Los tres se acercaron hasta ella y descubrieron lo que parecía ser una inmensa maqueta de Calcuta, reproducida con un grado de detalle y realismo que, al contemplarla de cerca, producía la ilusión de estar sobrevolando la verdadera ciudad. Pudieron reconocer el trazado del Hooghly, el Maidán, Fort William, la ciudad blanca, el templo de Kali al Sur de Calcuta, la ciudad negra e incluso los bazares. Sheere, Ian y Ben contempla-ron maravillados aquella extraordinaria miniatura durante un largo espacio de tiempo, cautivados por la belleza y el encantamiento que producía su observación.

– Ahí está la casa -señaló Ben. Todos se unieron a él y comprobaron que en el corazón de la ciudad negra se alzaba una fiel reproducción de la casa en la que se encontraban. Las luces multicolores de la linterna barrían las calles de aquella miniatura como haces caídos del cielo a cuyo paso se revelaban los secretos ocultos de Calcuta.

– ¿Qué es lo que hay detrás de la casa? -preguntó Sheere.

– Parece una vía de tren -apuntó Ian. -

Lo es -confirmó Ben, siguiendo su trazado hasta que su mirada descubrió la silueta angulosa y majestuosa de la estación de Jheeter’s Gate, tras un puente de metal que cruzaba el Hooghly.

– Esa vía lleva hasta a la estación del incendio -dijo Ben-. Es una vía muerta.

– Hay un tren parado en el puente -observó Sheere.
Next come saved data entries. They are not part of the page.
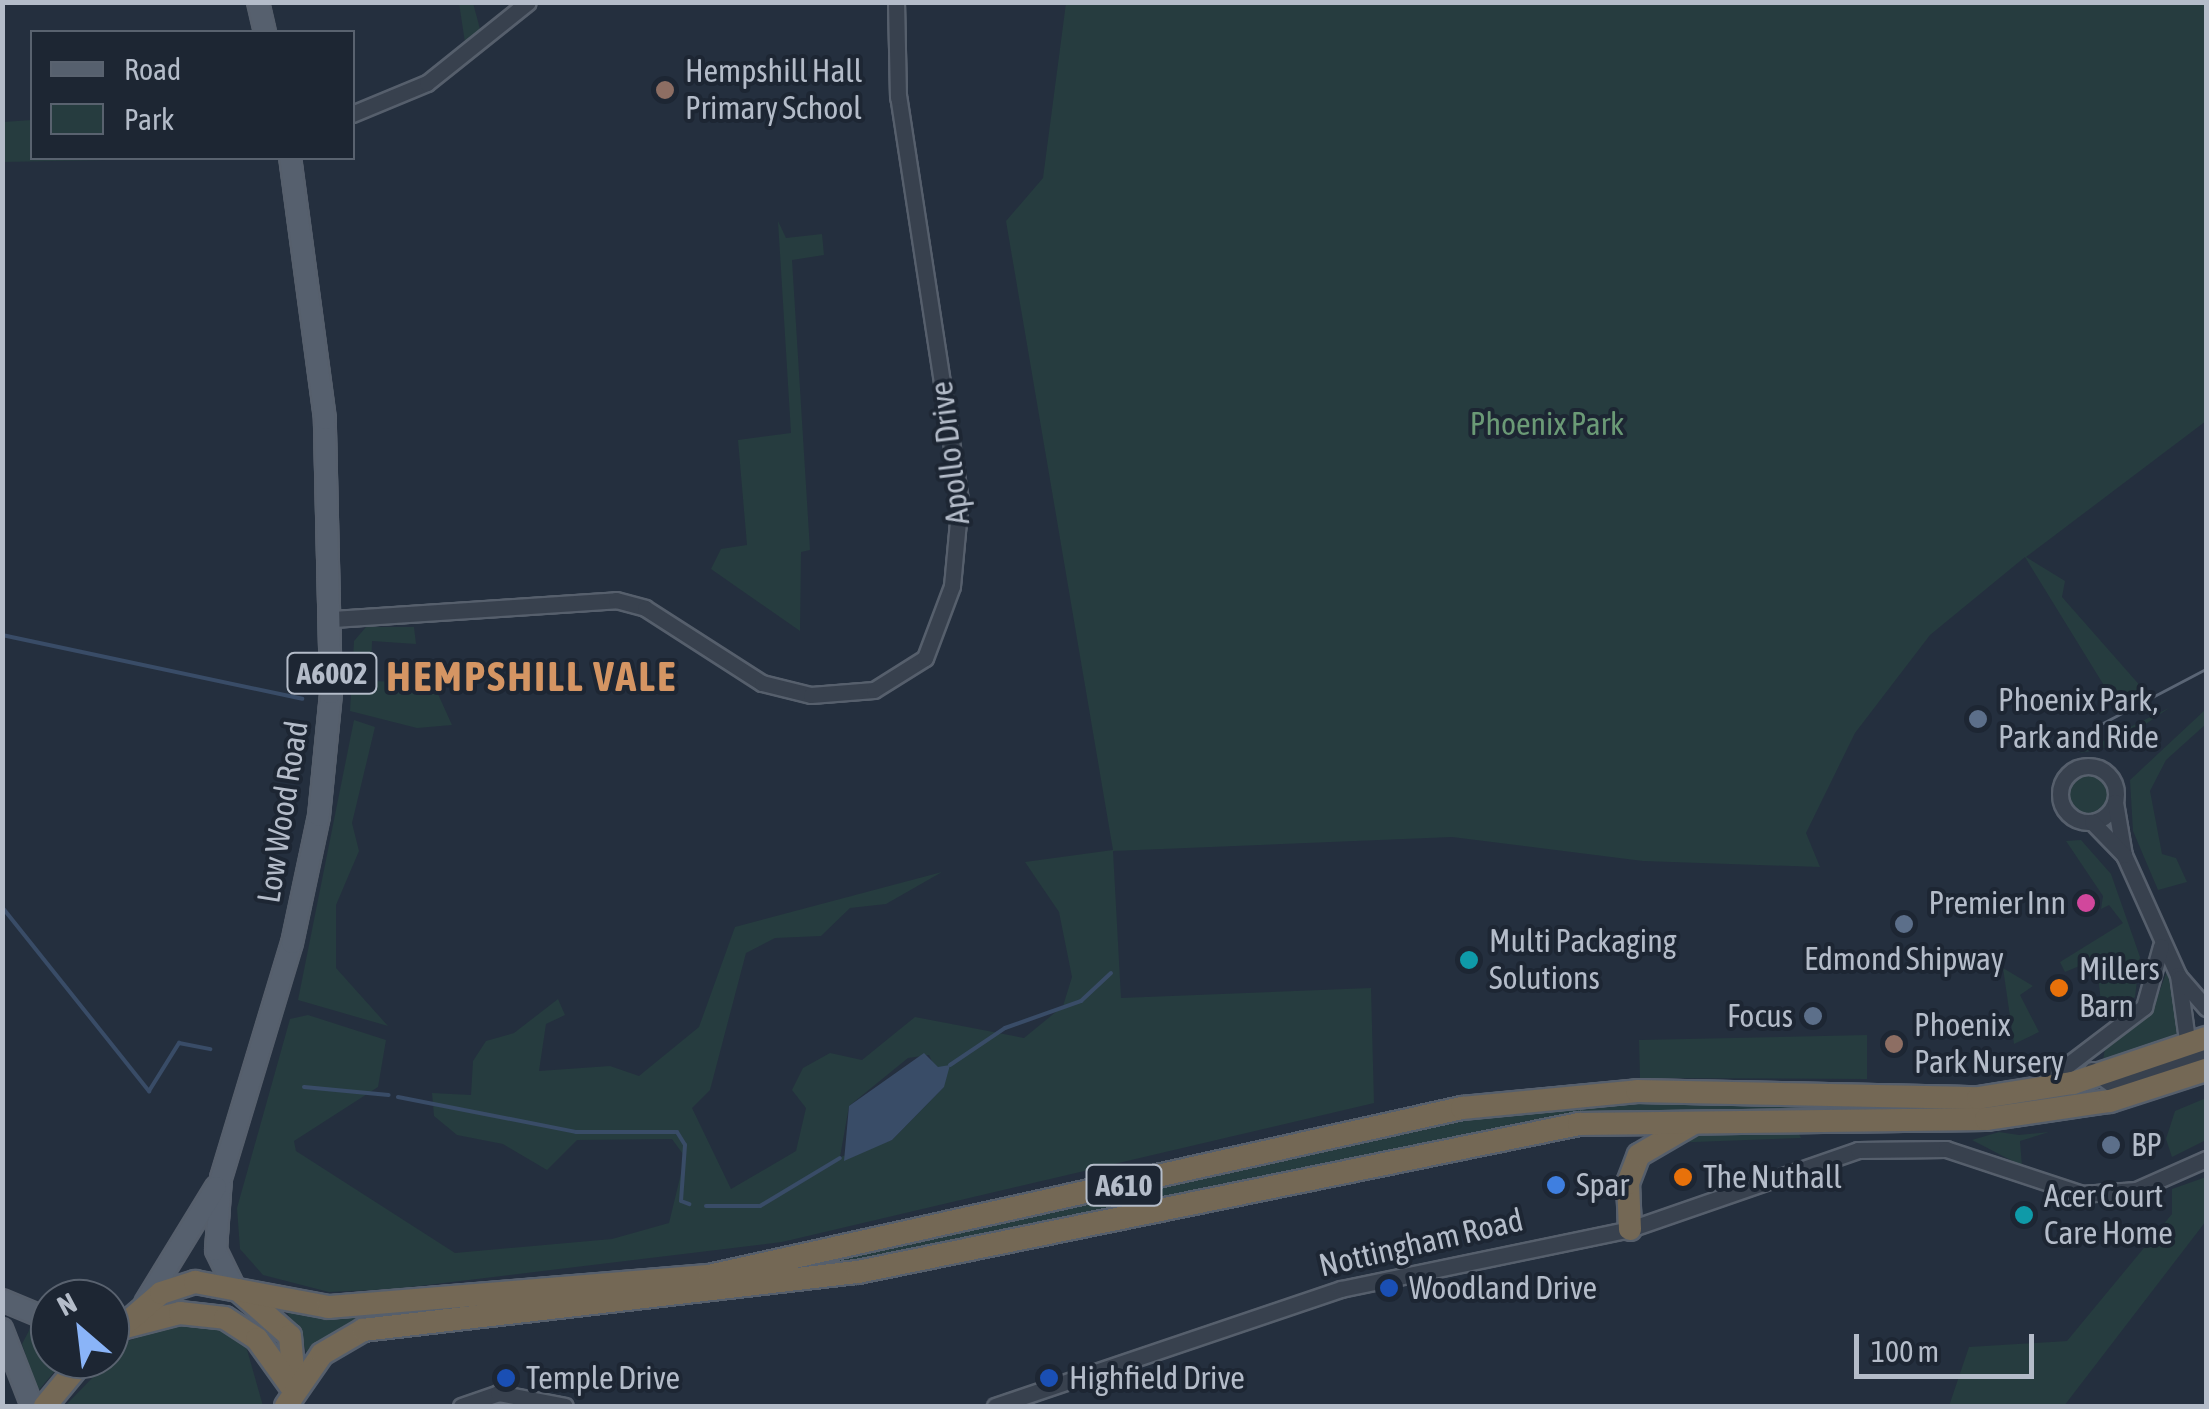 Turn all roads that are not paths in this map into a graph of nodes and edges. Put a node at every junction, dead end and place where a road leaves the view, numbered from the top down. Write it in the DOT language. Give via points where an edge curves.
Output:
graph roads {
  1 [pos="258,2"];
  2 [pos="528,2"];
  3 [pos="896,2"];
  4 [pos="265,30"];
  5 [pos="355,113"];
  6 [pos="290,160"];
  7 [pos="333,618"];
  8 [pos="2115,802"];
  9 [pos="2092,822"];
  10 [pos="2124,855"];
  11 [pos="2162,946"];
  12 [pos="2178,975"];
  13 [pos="2206,1008"];
  14 [pos="2092,1052"];
  15 [pos="2200,1057"];
  16 [pos="2094,1077"];
  17 [pos="2031,1091"];
  18 [pos="1709,1117"];
  19 [pos="1620,1121"];
  20 [pos="1639,1156"];
  21 [pos="2206,1160"];
  22 [pos="221,1178"];
  23 [pos="1630,1229"];
  24 [pos="232,1283"];
  25 [pos="2,1300"];
  26 [pos="144,1305"];
  27 [pos="30,1312"];
  28 [pos="130,1318"];
  29 [pos="130,1329"];
  30 [pos="2,1330"];
  31 [pos="67,1379"];
  32 [pos="292,1403"];
  33 [pos="32,1406"];
  34 [pos="45,1406"];
  35 [pos="461,1406"];
  36 [pos="565,1406"];
  37 [pos="995,1406"];
  1 -- 4 [label="main road"];
  2 -- 5 [label="street" via="426,83"];
  3 -- 7 [label="street, Apollo Drive" via="898,96 960,500 952,586 925,658 874,690 811,695 762,683 645,608 616,600"];
  6 -- 7 [label="main road, Low Wood Road / A6002" via="325,418"];
  7 -- 22 [label="main road, Low Wood Road / A6002" via="319,816 292,943"];
  8 -- 9 [label="street"];
  8 -- 9 [label="street" via="2114,782 2098,768 2068,775 2064,807"];
  8 -- 10 [label="street"];
  9 -- 10 [label="street"];
  10 -- 11 [label="street"];
  11 -- 12 [label="street"];
  11 -- 14 [label="street" via="2148,1000"];
  12 -- 13 [label="street"];
  12 -- 15 [label="street"];
  14 -- 16 [label="street"];
  14 -- 17 [label="street"];
  15 -- 16 [label="highway, A610"];
  15 -- 18 [label="highway, A610" via="2096,1104 1986,1119"];
  16 -- 17 [label="highway, A610"];
  17 -- 24 [label="highway, A610" via="1520,1099 709,1276 329,1307"];
  18 -- 19 [label="highway, A610"];
  18 -- 20 [label="highway"];
  19 -- 20 [label="highway"];
  19 -- 32 [label="highway, A610" via="1386,1158 858,1272 362,1330 322,1354"];
  20 -- 23 [label="highway" via="1628,1183"];
  21 -- 23 [label="street, Nottingham Road" via="2136,1190 2082,1194 1946,1149 1870,1148"];
  22 -- 24 [label="main road, Low Wood Road / A6002" via="216,1250"];
  22 -- 26 [label="main road, A6002"];
  23 -- 37 [label="street, Nottingham Road" via="1341,1289"];
  24 -- 26 [label="highway, A610" via="177,1286"];
  24 -- 32 [label="highway" via="290,1336"];
  25 -- 27 [label="main road"];
  26 -- 28 [label="highway, A610"];
  29 -- 32 [label="highway" via="201,1312 240,1326 272,1361"];
  30 -- 33 [label="main road"];
  31 -- 34 [label="highway"];
  35 -- 36 [label="street" via="498,1392"];
}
Ben rodeó la maqueta para aproximarse hasta la reproducción del ferrocarril y lo examinó detenidamente. Un incómodo cosquilleo le recorrió la espalda. Reconocía aquel tren. Lo había visto la noche anterior, aunque él lo había tomado por una pesadilla. Sheere se acercó a él en silencio y Ben advirtió que había lágrimas en sus ojos.

– Ésta es la casa de nuestro padre, Ben -murmuró Sheere-. La construyó para no-sotros, para que fuera nuestra.

Ben rodeó a Sheere con sus brazos y la apretó contra sí. Ian le observaba desde el otro extremo de la sala y desvió la mirada. Ben acarició el rostro de Sheere y la besó en la frente.

– De ahora en adelante -dijo-, siempre será nuestra casa.